+++ GIVEN RECORDS
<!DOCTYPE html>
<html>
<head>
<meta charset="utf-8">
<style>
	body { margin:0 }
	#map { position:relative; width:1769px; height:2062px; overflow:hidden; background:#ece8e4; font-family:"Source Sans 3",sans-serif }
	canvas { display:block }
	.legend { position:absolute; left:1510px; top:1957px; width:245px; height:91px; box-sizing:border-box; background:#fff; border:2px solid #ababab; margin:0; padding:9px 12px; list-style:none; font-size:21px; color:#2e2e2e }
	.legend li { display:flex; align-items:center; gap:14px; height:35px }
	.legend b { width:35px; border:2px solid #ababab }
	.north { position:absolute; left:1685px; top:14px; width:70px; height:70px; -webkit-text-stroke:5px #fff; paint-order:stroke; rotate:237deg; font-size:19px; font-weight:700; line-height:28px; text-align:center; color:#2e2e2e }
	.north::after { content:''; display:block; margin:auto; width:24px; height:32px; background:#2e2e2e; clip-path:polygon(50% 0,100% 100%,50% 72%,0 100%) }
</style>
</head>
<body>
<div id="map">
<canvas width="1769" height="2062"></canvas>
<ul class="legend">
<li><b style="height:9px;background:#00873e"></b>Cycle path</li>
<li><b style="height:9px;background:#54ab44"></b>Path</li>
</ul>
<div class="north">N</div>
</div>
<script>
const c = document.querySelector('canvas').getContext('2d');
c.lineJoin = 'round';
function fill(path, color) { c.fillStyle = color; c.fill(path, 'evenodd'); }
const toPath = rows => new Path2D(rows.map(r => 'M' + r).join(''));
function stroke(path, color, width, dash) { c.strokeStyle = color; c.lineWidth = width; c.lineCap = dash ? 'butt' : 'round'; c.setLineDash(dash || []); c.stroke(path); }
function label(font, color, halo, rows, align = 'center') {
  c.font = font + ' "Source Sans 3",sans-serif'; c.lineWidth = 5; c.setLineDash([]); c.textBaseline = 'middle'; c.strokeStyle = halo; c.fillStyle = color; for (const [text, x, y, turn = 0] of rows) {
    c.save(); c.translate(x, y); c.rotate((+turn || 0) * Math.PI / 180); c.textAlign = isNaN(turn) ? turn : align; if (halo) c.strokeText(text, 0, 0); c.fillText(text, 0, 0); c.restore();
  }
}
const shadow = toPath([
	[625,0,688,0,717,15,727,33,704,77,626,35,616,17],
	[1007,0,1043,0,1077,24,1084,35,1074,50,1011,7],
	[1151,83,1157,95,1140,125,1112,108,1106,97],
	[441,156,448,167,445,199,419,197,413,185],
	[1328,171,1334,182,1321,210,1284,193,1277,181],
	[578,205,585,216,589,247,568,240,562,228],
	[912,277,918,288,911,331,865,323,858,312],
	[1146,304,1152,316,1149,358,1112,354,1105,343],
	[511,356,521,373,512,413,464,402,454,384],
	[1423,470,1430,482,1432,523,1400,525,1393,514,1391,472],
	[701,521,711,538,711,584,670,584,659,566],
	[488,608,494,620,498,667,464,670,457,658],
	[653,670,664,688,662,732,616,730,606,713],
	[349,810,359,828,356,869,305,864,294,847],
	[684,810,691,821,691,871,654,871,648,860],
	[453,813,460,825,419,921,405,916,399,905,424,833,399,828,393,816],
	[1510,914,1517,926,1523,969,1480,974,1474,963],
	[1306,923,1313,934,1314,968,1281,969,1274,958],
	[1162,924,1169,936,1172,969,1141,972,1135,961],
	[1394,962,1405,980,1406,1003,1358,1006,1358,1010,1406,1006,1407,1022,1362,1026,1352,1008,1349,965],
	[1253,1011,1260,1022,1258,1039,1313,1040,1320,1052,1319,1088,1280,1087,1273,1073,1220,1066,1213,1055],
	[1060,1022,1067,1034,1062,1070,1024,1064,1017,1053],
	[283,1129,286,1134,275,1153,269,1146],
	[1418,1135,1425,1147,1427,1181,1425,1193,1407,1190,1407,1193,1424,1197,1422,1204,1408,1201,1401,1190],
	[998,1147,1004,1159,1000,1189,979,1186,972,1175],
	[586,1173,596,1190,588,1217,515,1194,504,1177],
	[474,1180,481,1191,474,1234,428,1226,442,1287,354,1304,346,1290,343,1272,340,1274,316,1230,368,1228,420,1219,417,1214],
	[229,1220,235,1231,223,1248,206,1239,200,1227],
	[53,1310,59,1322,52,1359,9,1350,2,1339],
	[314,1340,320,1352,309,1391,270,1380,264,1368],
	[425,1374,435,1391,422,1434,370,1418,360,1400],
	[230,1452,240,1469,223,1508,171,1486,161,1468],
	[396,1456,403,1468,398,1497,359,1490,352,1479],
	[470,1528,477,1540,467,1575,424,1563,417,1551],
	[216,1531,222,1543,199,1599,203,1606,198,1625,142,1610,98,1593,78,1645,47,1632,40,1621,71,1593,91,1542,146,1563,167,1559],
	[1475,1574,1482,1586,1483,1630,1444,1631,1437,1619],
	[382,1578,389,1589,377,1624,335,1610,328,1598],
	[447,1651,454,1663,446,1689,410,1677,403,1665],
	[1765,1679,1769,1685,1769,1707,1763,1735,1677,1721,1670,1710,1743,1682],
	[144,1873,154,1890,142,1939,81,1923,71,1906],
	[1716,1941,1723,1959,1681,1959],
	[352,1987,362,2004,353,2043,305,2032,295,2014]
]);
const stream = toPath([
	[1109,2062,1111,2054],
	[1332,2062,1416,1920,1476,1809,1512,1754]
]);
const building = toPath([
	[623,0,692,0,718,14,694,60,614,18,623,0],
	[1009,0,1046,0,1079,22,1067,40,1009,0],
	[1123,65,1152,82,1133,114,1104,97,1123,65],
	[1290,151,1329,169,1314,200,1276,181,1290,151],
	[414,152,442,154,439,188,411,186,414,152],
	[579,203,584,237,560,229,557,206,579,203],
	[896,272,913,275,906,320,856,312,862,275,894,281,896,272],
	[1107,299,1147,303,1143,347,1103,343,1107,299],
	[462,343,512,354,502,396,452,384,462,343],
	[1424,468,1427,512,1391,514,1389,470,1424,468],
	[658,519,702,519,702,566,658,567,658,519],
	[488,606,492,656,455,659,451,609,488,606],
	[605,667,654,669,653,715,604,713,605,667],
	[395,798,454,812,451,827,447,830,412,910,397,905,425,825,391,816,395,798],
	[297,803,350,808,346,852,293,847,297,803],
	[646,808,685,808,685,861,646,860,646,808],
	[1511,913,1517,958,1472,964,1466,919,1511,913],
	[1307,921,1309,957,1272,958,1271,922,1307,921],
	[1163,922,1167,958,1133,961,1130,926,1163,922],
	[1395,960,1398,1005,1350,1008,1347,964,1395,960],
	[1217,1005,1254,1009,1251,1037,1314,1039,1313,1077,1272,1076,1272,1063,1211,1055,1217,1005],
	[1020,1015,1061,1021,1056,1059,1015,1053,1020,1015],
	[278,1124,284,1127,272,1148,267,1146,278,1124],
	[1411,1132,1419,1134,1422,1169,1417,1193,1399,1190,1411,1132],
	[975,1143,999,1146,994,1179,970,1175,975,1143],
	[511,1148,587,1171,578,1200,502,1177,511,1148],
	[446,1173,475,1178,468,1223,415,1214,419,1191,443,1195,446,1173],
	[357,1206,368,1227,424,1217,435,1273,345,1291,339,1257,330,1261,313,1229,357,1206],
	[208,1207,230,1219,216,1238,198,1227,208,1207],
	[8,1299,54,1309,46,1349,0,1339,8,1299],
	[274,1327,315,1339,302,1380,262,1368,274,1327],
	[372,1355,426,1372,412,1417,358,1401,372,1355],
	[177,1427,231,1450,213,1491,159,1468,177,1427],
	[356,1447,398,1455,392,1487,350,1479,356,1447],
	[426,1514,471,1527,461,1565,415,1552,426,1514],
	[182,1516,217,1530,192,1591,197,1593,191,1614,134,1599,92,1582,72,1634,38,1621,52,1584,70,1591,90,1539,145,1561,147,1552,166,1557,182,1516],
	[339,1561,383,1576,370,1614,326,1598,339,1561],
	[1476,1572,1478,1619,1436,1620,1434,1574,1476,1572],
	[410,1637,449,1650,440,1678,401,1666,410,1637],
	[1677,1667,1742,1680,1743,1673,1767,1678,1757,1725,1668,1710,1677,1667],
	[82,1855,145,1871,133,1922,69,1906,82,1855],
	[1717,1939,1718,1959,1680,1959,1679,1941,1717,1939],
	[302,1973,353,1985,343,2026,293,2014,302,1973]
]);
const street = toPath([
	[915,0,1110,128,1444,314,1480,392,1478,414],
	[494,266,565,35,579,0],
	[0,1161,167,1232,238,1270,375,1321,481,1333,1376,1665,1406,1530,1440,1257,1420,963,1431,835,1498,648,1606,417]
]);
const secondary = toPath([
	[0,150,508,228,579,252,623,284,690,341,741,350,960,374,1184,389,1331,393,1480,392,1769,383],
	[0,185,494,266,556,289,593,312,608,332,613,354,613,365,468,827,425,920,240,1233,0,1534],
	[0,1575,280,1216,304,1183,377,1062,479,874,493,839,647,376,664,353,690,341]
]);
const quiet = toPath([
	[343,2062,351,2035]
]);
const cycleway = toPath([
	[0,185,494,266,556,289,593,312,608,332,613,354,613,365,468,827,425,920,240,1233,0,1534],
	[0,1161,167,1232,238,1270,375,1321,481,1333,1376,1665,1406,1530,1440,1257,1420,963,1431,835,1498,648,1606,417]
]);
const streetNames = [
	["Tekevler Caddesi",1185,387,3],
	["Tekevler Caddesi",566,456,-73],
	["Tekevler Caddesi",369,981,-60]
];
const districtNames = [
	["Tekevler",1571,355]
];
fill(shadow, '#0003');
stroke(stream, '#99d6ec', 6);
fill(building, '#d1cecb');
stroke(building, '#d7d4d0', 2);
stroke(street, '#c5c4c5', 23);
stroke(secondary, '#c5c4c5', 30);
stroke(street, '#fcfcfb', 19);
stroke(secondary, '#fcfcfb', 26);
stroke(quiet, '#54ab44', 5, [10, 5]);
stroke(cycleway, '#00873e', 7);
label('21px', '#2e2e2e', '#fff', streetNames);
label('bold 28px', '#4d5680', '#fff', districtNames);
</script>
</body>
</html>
++++++
+++ GIVEN RECORDS
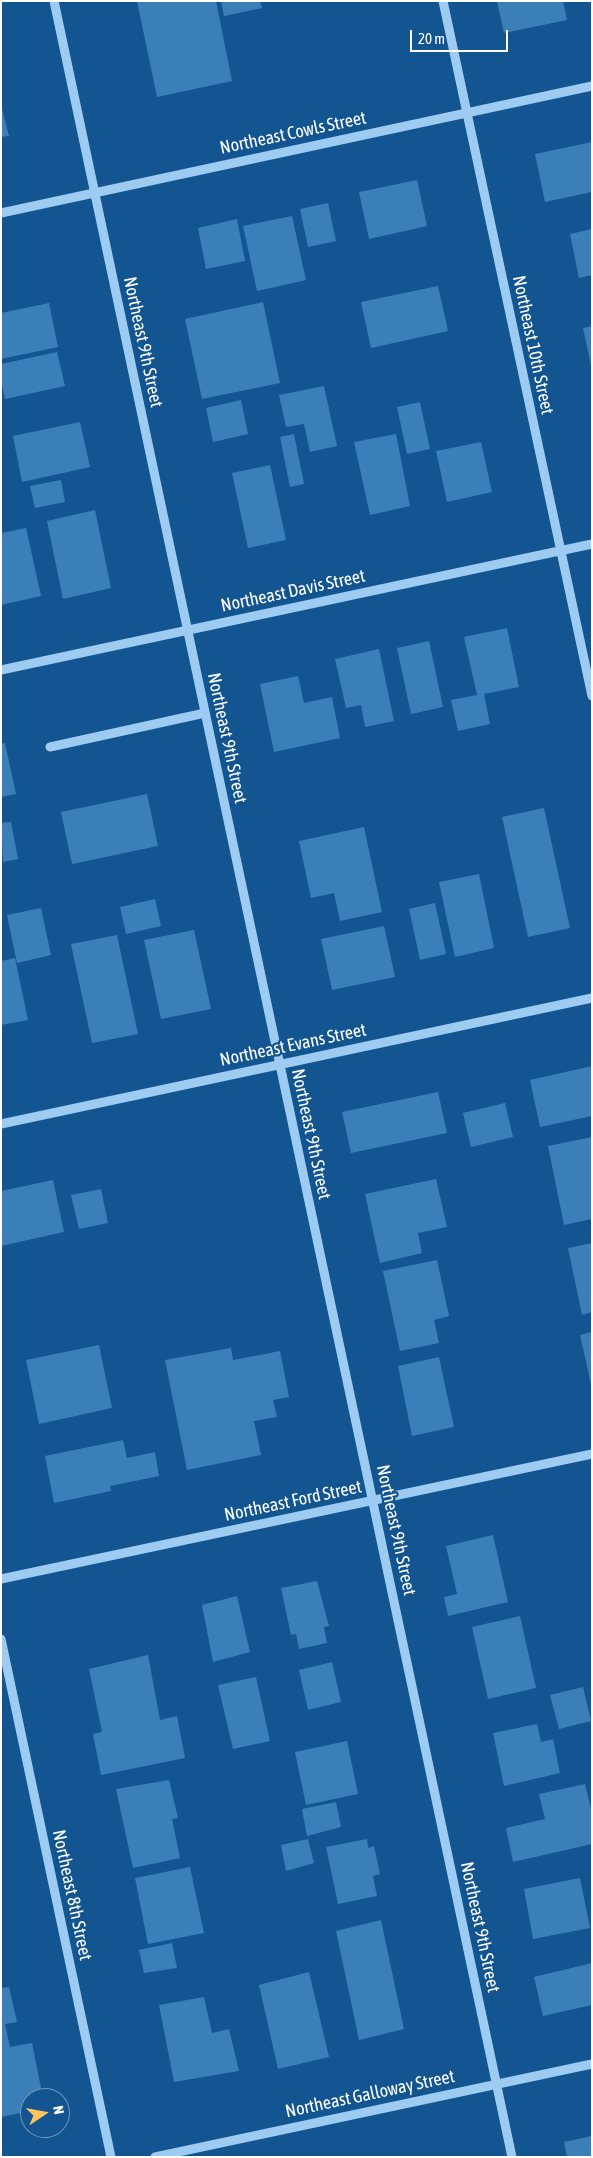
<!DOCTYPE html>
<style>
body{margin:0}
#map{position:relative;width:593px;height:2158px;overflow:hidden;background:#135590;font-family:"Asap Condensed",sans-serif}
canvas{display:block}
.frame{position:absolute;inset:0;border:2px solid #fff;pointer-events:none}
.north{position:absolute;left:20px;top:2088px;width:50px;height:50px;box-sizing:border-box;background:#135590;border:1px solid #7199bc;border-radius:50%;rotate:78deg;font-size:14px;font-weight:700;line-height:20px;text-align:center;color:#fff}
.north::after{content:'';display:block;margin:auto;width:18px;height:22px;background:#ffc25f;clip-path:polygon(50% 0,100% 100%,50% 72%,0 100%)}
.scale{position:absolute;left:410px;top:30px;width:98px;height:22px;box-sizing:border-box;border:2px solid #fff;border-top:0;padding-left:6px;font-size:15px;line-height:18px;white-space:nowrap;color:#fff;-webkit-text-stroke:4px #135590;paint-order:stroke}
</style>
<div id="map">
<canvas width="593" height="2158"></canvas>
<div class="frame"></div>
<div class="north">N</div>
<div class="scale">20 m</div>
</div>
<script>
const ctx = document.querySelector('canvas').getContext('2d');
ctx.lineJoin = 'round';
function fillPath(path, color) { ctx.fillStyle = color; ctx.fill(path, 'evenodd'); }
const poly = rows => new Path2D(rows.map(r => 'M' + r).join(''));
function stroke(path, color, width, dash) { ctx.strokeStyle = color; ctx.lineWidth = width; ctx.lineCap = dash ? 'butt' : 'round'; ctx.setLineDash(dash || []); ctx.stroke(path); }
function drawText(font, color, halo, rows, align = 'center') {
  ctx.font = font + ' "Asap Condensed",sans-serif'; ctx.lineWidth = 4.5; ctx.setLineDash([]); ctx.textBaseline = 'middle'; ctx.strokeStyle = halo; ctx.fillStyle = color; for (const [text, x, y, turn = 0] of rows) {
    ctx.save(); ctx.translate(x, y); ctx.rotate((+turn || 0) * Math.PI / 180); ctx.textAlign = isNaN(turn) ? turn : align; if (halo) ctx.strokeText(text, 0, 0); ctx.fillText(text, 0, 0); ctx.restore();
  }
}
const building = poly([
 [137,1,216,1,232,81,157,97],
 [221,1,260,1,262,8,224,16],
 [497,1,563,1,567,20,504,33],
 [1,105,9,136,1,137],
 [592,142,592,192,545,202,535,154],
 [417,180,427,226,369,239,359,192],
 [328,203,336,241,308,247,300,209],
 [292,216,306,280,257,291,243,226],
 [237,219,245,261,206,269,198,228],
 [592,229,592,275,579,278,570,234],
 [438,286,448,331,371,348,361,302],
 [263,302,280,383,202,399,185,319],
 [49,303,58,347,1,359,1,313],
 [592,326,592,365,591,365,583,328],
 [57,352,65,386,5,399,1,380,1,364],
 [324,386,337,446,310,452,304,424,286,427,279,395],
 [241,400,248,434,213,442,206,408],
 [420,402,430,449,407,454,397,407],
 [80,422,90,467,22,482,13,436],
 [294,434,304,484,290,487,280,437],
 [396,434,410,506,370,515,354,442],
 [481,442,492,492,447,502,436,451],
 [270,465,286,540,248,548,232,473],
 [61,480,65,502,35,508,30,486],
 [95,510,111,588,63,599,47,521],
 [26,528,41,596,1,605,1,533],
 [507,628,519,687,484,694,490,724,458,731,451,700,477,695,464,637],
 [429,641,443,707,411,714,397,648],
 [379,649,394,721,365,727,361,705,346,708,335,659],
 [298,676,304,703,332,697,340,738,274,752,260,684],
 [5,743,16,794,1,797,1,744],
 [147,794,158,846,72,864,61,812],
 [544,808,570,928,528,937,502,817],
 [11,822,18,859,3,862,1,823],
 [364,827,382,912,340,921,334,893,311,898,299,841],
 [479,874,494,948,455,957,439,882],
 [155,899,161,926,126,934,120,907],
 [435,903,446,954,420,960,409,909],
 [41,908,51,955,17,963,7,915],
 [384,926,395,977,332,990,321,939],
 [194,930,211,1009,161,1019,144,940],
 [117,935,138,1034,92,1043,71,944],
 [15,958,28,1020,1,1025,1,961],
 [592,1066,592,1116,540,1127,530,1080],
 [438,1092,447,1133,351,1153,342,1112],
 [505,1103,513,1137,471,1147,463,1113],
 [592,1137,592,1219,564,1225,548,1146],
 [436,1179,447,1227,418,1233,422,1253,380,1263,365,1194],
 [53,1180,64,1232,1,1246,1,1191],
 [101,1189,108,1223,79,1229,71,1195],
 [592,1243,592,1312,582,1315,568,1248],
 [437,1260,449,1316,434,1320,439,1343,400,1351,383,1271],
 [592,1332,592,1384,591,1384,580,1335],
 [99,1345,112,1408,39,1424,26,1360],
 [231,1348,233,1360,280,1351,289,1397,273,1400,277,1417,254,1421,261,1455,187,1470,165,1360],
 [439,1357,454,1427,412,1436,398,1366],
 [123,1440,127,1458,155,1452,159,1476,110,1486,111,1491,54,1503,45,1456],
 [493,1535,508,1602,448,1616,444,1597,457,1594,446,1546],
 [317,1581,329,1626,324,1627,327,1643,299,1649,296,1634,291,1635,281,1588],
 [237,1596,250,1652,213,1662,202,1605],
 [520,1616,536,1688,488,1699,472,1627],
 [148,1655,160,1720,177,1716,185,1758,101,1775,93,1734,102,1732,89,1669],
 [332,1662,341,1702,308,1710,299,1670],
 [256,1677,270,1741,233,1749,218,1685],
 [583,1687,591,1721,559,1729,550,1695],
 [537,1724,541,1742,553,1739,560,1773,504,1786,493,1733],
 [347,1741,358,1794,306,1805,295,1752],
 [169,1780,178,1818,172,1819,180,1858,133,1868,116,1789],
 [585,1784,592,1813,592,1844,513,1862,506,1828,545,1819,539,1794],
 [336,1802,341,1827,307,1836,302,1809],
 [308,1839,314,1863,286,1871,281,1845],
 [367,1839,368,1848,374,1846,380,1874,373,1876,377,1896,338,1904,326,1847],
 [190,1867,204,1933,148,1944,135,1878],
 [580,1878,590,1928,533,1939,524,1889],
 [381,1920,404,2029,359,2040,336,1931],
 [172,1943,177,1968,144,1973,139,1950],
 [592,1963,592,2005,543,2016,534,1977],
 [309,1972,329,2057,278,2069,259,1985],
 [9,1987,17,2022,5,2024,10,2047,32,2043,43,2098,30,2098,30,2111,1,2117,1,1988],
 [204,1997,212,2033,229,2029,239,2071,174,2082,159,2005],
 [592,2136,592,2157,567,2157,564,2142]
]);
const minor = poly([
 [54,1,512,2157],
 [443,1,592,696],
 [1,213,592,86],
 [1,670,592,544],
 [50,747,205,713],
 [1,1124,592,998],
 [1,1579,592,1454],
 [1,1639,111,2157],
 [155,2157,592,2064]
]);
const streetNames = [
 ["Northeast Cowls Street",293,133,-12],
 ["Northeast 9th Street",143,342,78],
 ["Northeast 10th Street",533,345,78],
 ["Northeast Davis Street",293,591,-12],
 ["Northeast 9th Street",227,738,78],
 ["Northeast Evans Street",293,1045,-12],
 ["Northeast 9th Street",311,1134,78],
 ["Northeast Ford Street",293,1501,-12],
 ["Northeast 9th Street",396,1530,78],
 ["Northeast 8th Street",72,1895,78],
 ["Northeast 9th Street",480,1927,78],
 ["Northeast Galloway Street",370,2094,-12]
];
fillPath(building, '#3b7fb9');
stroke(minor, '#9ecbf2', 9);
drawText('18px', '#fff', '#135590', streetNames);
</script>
++++++
WHAT THIS TASK INVOLVES: Above are the entries. Copy exactly the part that opens with the line containing "position:absolute; left:1510px; top:1957px;" and closes with the line containing "position:absolute; left:1685px; top:14px;", and no more.

RESPONSE BELOW:
	.legend { position:absolute; left:1510px; top:1957px; width:245px; height:91px; box-sizing:border-box; background:#fff; border:2px solid #ababab; margin:0; padding:9px 12px; list-style:none; font-size:21px; color:#2e2e2e }
	.legend li { display:flex; align-items:center; gap:14px; height:35px }
	.legend b { width:35px; border:2px solid #ababab }
	.north { position:absolute; left:1685px; top:14px; width:70px; height:70px; -webkit-text-stroke:5px #fff; paint-order:stroke; rotate:237deg; font-size:19px; font-weight:700; line-height:28px; text-align:center; color:#2e2e2e }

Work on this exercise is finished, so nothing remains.